(Dataset entries)
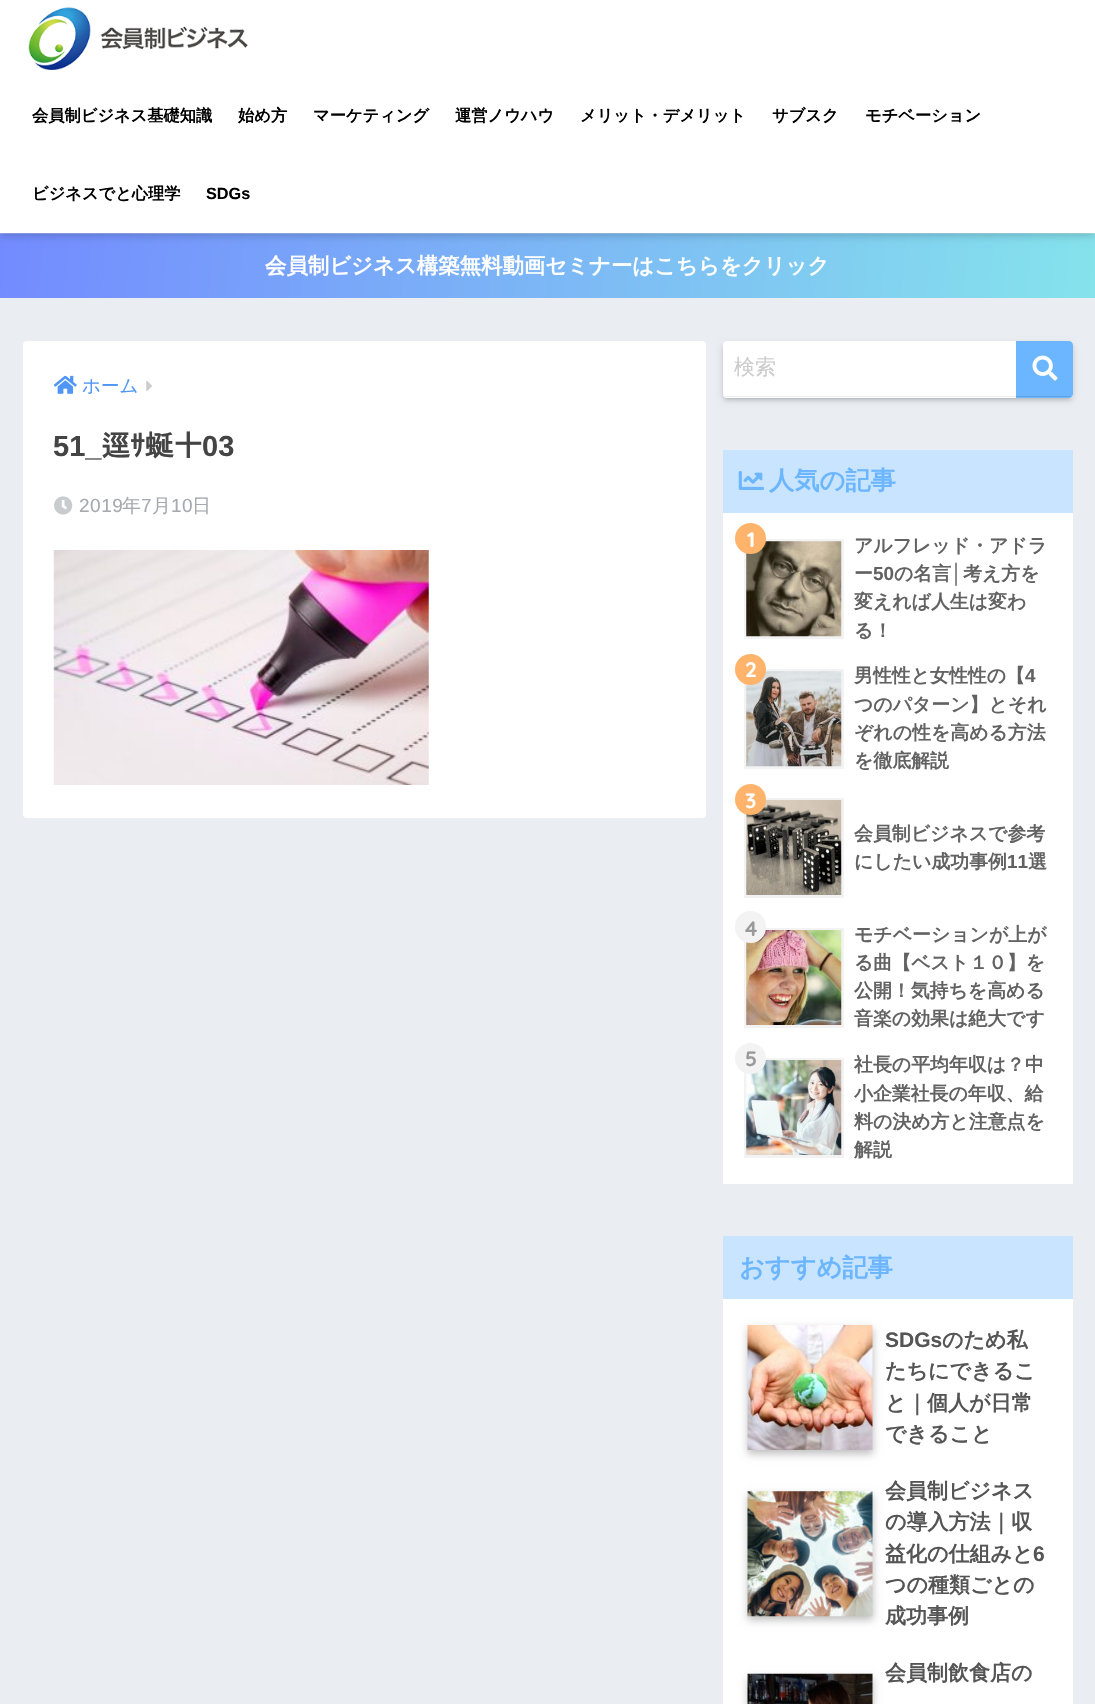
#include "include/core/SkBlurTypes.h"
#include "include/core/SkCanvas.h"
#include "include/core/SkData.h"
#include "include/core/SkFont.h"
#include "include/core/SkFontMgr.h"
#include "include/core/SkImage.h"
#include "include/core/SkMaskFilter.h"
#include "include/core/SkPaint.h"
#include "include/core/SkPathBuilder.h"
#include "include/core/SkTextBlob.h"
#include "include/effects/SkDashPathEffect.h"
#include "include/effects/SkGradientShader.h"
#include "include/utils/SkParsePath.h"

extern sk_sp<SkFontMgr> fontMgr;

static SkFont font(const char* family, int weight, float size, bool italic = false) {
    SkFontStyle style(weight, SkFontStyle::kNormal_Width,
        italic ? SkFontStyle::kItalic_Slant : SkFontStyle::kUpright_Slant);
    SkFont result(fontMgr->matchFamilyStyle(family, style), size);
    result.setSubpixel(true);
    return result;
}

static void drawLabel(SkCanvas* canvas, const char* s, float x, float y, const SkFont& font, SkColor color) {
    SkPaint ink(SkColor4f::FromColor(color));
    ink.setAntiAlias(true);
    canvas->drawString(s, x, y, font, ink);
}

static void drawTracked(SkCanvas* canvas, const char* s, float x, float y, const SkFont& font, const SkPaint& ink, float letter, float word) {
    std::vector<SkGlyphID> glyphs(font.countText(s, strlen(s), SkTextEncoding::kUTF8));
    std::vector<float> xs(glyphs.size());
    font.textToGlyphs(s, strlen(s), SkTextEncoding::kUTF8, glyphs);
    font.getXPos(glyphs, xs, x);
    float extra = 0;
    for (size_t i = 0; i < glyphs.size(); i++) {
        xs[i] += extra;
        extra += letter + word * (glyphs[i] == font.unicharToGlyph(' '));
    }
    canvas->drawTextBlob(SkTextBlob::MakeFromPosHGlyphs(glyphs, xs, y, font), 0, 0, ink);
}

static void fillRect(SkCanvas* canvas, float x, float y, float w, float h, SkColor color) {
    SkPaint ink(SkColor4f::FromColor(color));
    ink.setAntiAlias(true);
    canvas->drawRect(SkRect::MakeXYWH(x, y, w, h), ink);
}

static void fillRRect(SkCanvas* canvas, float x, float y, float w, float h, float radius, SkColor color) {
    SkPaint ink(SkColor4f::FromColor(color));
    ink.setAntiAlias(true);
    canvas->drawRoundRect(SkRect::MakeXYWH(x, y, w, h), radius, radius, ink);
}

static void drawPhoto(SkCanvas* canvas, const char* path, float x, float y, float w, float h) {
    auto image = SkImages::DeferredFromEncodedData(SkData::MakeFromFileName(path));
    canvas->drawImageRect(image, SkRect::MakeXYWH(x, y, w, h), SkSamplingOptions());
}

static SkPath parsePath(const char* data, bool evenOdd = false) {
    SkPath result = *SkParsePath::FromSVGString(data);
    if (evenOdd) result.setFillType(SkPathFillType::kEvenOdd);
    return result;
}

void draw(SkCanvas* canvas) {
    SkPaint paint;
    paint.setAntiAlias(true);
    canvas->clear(0xFFEAEDF2);
    {
        const SkColor colors[] = {0xFF9DAEFF, 0xFFAAEBF2};
        const float stops[] = {0, 1};
        const SkPoint ends[] = {{1.4f, 154}, {1094, 250}};
        paint.setShader(SkGradientShader::MakeLinear(ends, colors, stops, 2, SkTileMode::kClamp));
        paint.setAlpha(255);
    }
    canvas->drawRect(SkRect::MakeXYWH(0, 233, 1095, 1), paint);
    {
        const SkColor colors[] = {0xFF738BFF, 0xFF85E3EC};
        const float stops[] = {0, 1};
        const SkPoint ends[] = {{1.4f, 218}, {1094, 313}};
        paint.setShader(SkGradientShader::MakeLinear(ends, colors, stops, 2, SkTileMode::kClamp));
        paint.setAlpha(255);
    }
    canvas->drawRect(SkRect::MakeXYWH(0, 234, 1095, 64), paint);
    paint.setShader(nullptr);
    paint.setColor(0x2E000000);
    paint.setMaskFilter(SkMaskFilter::MakeBlur(kNormal_SkBlurStyle, 4));
    canvas->drawRect(SkRect::MakeXYWH(0, 4, 1095, 232), paint);
    paint.setMaskFilter(nullptr);
    fillRect(canvas, 0, 0, 1095, 233, 0xFFFFFFFF);
    drawPhoto(canvas, "assets/img1.png", 28, 7, 220, 63);
    SkFont font1 = font("WenQuanYi Zen Hei", 700, 16.25f);
    drawLabel(canvas, "会員制ビジネス基礎知識", 32, 121, font1, 0xFF000000);
    drawLabel(canvas, "始め方", 238, 121, font1, 0xFF000000);
    drawLabel(canvas, "マーケティング", 313, 121, font1, 0xFF000000);
    drawLabel(canvas, "運営ノウハウ", 455, 121, font1, 0xFF000000);
    drawLabel(canvas, "メリット・デメリット", 580, 121, font1, 0xFF000000);
    drawLabel(canvas, "サブスク", 772, 121, font1, 0xFF000000);
    drawLabel(canvas, "モチベーション", 865, 121, font1, 0xFF000000);
    drawLabel(canvas, "ビジネスでと心理学", 32, 199, font1, 0xFF000000);
    SkFont font2 = font("Liberation Sans", 700, 16.25f);
    drawLabel(canvas, "SDGs", 206, 199, font2, 0xFF000000);
    SkFont font3 = font("WenQuanYi Zen Hei", 700, 21.4f);
    drawLabel(canvas, "会員制ビジネス構築無料動画セミナーはこちらをクリック", 265, 273, font3, 0xFFFFFFFF);
    fillRRect(canvas, 23, 341, 683, 477, 4, 0xFFFFFFFF);
    drawPhoto(canvas, "assets/img2.png", 53, 375, 24, 19);
    SkFont font4 = font("WenQuanYi Zen Hei", 500, 18.5f);
    drawLabel(canvas, "ホーム", 82, 392, font4, 0xFF4F96F6);
    drawPhoto(canvas, "assets/img3.png", 146, 381, 6, 10);
    SkFont font5 = font("Liberation Sans", 700, 29);
    drawLabel(canvas, "51_", 53, 456, font5, 0xFF444444);
    SkFont font6 = font("IPAPGothic", 700, 29);
    drawLabel(canvas, "逕ｻ蜒十", 101, 456, font6, 0xFF444444);
    drawLabel(canvas, "03", 202, 456, font5, 0xFF444444);
    drawPhoto(canvas, "assets/img4.png", 54, 496, 19, 19);
    SkFont font7 = font("Liberation Sans", 400, 19);
    paint.setColor(0xFFA5AAAF);
    drawTracked(canvas, "2019", 79, 512, font7, paint, 0.5f, 0);
    SkFont font8 = font("WenQuanYi Zen Hei", 500, 19);
    drawTracked(canvas, "年", 122, 512, font8, paint, 0.5f, 0);
    drawTracked(canvas, "7", 141, 512, font7, paint, 0.5f, 0);
    drawTracked(canvas, "月", 152, 512, font8, paint, 0.5f, 0);
    drawTracked(canvas, "10", 171, 512, font7, paint, 0.5f, 0);
    drawTracked(canvas, "日", 192, 512, font8, paint, 0.5f, 0);
    drawPhoto(canvas, "assets/img5.png", 53, 550, 376, 235);
    paint.setColor(0x26000000);
    paint.setMaskFilter(SkMaskFilter::MakeBlur(kNormal_SkBlurStyle, 2));
    canvas->drawRoundRect(SkRect::MakeXYWH(725, 348, 345, 51), 1, 1, paint);
    paint.setMaskFilter(nullptr);
    paint.setMaskFilter(SkMaskFilter::MakeBlur(kNormal_SkBlurStyle, 3));
    canvas->drawRoundRect(SkRect::MakeXYWH(723, 344, 350, 56), 4, 4, paint);
    paint.setMaskFilter(nullptr);
    fillRRect(canvas, 723, 341, 350, 57, 4, 0xFFFFFFFF);
    fillRect(canvas, 725, 396, 291, 1, 0xFFEFEFEF);
    SkFont font9 = font("WenQuanYi Zen Hei", 500, 21);
    drawLabel(canvas, "検索", 734, 374, font9, 0xFFCCCCCC);
    paint.setColor(0xFF6BB6FF);
    canvas->drawPath(parsePath("M1016 341H1069C1071 341 1073 343 1073 345V394C1073 396 1071 398 1069 398H1016Z"), paint);
    fillRect(canvas, 1016, 396, 55, 1, 0xFF60A4E6);
    drawPhoto(canvas, "assets/img6.png", 1032, 355, 26, 26);
    fillRect(canvas, 723, 513, 350, 671, 0xFFFFFFFF);
    fillRect(canvas, 723, 450, 350, 63, 0xFFC8E4FF);
    drawPhoto(canvas, "assets/img7.png", 738, 471, 26, 19);
    SkFont font10 = font("WenQuanYi Zen Hei", 700, 25.25f);
    drawLabel(canvas, "人気の記事", 769, 489, font10, 0xFF6BB6FF);
    paint.setStroke(true);
    paint.setStrokeWidth(3);
    paint.setColor(0xFFF3F3F3);
    canvas->drawRect(SkRect::MakeXYWH(745.5f, 540.5f, 97, 97), paint);
    drawPhoto(canvas, "assets/img8.png", 746, 541, 96, 96);
    paint.setStroke(false);
    paint.setColor(0xFFFFB36B);
    canvas->drawCircle(750.5f, 538.5f, 15.5f, paint);
    SkFont font11 = font("Quicksand", 700, 21);
    drawLabel(canvas, "1", 747, 547, font11, 0xFFFFFFFF);
    SkFont font12 = font("WenQuanYi Zen Hei", 700, 18.9f);
    drawLabel(canvas, "アルフレッド・アドラ", 854, 552, font12, 0xFF626262);
    drawLabel(canvas, "ー", 854, 580, font12, 0xFF626262);
    SkFont font13 = font("Liberation Sans", 700, 18.9f);
    drawLabel(canvas, "50", 873, 580, font13, 0xFF626262);
    drawLabel(canvas, "の名言", 894, 580, font12, 0xFF626262);
    drawLabel(canvas, "│", 951, 580, font13, 0xFF626262);
    drawLabel(canvas, "考え方を", 963, 580, font12, 0xFF626262);
    drawLabel(canvas, "変えれば人生は変わ", 854, 608, font12, 0xFF626262);
    drawLabel(canvas, "る！", 854, 637, font12, 0xFF626262);
    paint.setStroke(true);
    paint.setColor(0xFFF3F3F3);
    canvas->drawRect(SkRect::MakeXYWH(745.5f, 670.5f, 97, 97), paint);
    drawPhoto(canvas, "assets/img9.png", 746, 671, 96, 96);
    paint.setStroke(false);
    paint.setColor(0xFFFFB36B);
    canvas->drawCircle(750.5f, 669.5f, 15.5f, paint);
    drawLabel(canvas, "2", 745, 677, font11, 0xFFFFFFFF);
    drawLabel(canvas, "男性性と女性性の【", 854, 682, font12, 0xFF626262);
    drawLabel(canvas, "4", 1025, 682, font13, 0xFF626262);
    drawLabel(canvas, "つのパターン】とそれ", 854, 711, font12, 0xFF626262);
    drawLabel(canvas, "ぞれの性を高める方法", 854, 739, font12, 0xFF626262);
    drawLabel(canvas, "を徹底解説", 854, 767, font12, 0xFF626262);
    paint.setStroke(true);
    paint.setColor(0xFFF3F3F3);
    canvas->drawRect(SkRect::MakeXYWH(745.5f, 799.5f, 97, 97), paint);
    drawPhoto(canvas, "assets/img10.png", 746, 800, 96, 95);
    paint.setStroke(false);
    paint.setColor(0xFFFFB36B);
    canvas->drawCircle(750.5f, 799.5f, 15.5f, paint);
    drawLabel(canvas, "3", 745, 808, font11, 0xFFFFFFFF);
    drawLabel(canvas, "会員制ビジネスで参考", 854, 840, font12, 0xFF626262);
    drawLabel(canvas, "にしたい成功事例", 854, 868, font12, 0xFF626262);
    drawLabel(canvas, "11", 1007, 868, font13, 0xFF626262);
    drawLabel(canvas, "選", 1028, 868, font12, 0xFF626262);
    paint.setStroke(true);
    paint.setColor(0xFFF3F3F3);
    canvas->drawRect(SkRect::MakeXYWH(745.5f, 929.5f, 97, 97), paint);
    drawPhoto(canvas, "assets/img11.png", 746, 930, 96, 95);
    fillRRect(canvas, 735, 911, 31, 32, 15.5f, 0xFFF3F3F3);
    drawLabel(canvas, "4", 745, 936, font11, 0xFF9A9A9A);
    drawLabel(canvas, "モチベーションが上が", 854, 941, font12, 0xFF626262);
    drawLabel(canvas, "る曲【ベスト１０】を", 854, 969, font12, 0xFF626262);
    drawLabel(canvas, "公開！気持ちを高める", 854, 997, font12, 0xFF626262);
    drawLabel(canvas, "音楽の効果は絶大です", 854, 1025, font12, 0xFF626262);
    canvas->drawRect(SkRect::MakeXYWH(745.5f, 1059.5f, 97, 97), paint);
    drawPhoto(canvas, "assets/img12.png", 746, 1060, 96, 95);
    paint.setStroke(false);
    canvas->drawCircle(750.5f, 1058.5f, 15.5f, paint);
    drawLabel(canvas, "5", 745, 1066, font11, 0xFF9A9A9A);
    drawLabel(canvas, "社長の平均年収は？中", 854, 1071, font12, 0xFF626262);
    drawLabel(canvas, "小企業社長の年収、給", 854, 1100, font12, 0xFF626262);
    drawLabel(canvas, "料の決め方と注意点を", 854, 1128, font12, 0xFF626262);
    drawLabel(canvas, "解説", 854, 1156, font12, 0xFF626262);
    fillRect(canvas, 723, 1299, 350, 405, 0xFFFFFFFF);
    fillRect(canvas, 723, 1236, 350, 63, 0xFFC8E4FF);
    drawLabel(canvas, "おすすめ記事", 739, 1276, font10, 0xFF6BB6FF);
    paint.setColor(0x40000000);
    paint.setMaskFilter(SkMaskFilter::MakeBlur(kNormal_SkBlurStyle, 4));
    canvas->drawRect(SkRect::MakeXYWH(748, 1329, 125, 125), paint);
    paint.setMaskFilter(nullptr);
    drawPhoto(canvas, "assets/img13.png", 747, 1325, 126, 125);
    SkFont font14 = font("Liberation Sans", 700, 21);
    drawLabel(canvas, "SDGs", 885, 1347, font14, 0xFF555555);
    SkFont font15 = font("WenQuanYi Zen Hei", 700, 21);
    drawLabel(canvas, "のため私", 942, 1347, font15, 0xFF555555);
    drawLabel(canvas, "たちにできるこ", 885, 1378, font15, 0xFF555555);
    drawLabel(canvas, "と｜個人が日常", 885, 1410, font15, 0xFF555555);
    drawLabel(canvas, "できること", 885, 1441, font15, 0xFF555555);
    paint.setMaskFilter(SkMaskFilter::MakeBlur(kNormal_SkBlurStyle, 4));
    canvas->drawRect(SkRect::MakeXYWH(748, 1495, 125, 125), paint);
    paint.setMaskFilter(nullptr);
    drawPhoto(canvas, "assets/img14.png", 747, 1491, 126, 126);
    drawLabel(canvas, "会員制ビジネス", 885, 1498, font15, 0xFF555555);
    drawLabel(canvas, "の導入方法｜収", 885, 1529, font15, 0xFF555555);
    drawLabel(canvas, "益化の仕組みと", 885, 1561, font15, 0xFF555555);
    drawLabel(canvas, "6", 1033, 1561, font14, 0xFF555555);
    drawLabel(canvas, "つの種類ごとの", 885, 1592, font15, 0xFF555555);
    drawLabel(canvas, "成功事例", 885, 1623, font15, 0xFF555555);
    paint.setMaskFilter(SkMaskFilter::MakeBlur(kNormal_SkBlurStyle, 4));
    canvas->drawRect(SkRect::MakeXYWH(748, 1678, 125, 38), paint);
    paint.setMaskFilter(nullptr);
    drawPhoto(canvas, "assets/img15.png", 747, 1673, 126, 31);
    drawLabel(canvas, "会員制飲食店の", 885, 1680, font15, 0xFF555555);
}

Instructions to follow. Transcribe, exactly and without additions, the lines of the records above, beginning with the line that contains "std::vector<float> xs(glyphs.size());" and ending with the line that contains "static void fillRect(SkCanvas*", both included.

The completed task.
    std::vector<float> xs(glyphs.size());
    font.textToGlyphs(s, strlen(s), SkTextEncoding::kUTF8, glyphs);
    font.getXPos(glyphs, xs, x);
    float extra = 0;
    for (size_t i = 0; i < glyphs.size(); i++) {
        xs[i] += extra;
        extra += letter + word * (glyphs[i] == font.unicharToGlyph(' '));
    }
    canvas->drawTextBlob(SkTextBlob::MakeFromPosHGlyphs(glyphs, xs, y, font), 0, 0, ink);
}

static void fillRect(SkCanvas* canvas, float x, float y, float w, float h, SkColor color) {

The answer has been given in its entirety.